INPUT MATERIAL »
•••••

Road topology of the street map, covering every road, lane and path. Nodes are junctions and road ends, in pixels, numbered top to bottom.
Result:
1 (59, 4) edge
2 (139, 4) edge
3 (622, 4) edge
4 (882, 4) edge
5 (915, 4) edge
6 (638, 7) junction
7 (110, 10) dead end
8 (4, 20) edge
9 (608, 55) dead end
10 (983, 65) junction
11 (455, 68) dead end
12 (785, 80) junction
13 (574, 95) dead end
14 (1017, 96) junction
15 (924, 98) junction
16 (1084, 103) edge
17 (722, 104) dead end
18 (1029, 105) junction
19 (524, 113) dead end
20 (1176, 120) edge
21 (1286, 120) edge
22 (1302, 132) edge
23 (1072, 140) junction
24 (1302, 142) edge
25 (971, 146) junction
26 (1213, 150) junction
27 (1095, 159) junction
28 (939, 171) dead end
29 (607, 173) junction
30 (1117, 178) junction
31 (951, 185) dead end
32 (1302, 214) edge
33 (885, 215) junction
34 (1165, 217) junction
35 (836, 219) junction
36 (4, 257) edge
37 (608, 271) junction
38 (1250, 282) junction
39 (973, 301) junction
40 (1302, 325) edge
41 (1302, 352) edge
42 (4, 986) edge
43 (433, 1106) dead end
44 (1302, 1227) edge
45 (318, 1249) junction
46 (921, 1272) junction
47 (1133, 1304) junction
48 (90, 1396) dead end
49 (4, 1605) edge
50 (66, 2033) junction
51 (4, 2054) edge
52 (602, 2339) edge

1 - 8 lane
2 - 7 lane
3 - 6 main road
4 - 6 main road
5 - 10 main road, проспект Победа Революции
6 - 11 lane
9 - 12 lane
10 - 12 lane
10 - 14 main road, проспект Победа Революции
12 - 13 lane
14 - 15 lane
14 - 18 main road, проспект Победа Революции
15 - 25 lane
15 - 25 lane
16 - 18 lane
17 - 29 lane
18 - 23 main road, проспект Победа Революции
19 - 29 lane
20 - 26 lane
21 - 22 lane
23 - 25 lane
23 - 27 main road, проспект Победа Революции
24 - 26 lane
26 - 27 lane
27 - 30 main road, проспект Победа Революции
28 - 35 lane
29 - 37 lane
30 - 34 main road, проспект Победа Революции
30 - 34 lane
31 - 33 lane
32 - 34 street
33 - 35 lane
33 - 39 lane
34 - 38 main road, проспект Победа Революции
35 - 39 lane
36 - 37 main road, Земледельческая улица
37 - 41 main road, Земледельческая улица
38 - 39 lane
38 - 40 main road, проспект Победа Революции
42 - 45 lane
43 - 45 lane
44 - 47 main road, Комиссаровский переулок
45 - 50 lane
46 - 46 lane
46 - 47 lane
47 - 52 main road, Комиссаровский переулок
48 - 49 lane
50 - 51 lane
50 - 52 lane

•••••

YOUR OBJECTIVE »
Show, from the entries above, every line that includes the string "Комиссаровский".

YOUR RESPONSE »
44 - 47 main road, Комиссаровский переулок
47 - 52 main road, Комиссаровский переулок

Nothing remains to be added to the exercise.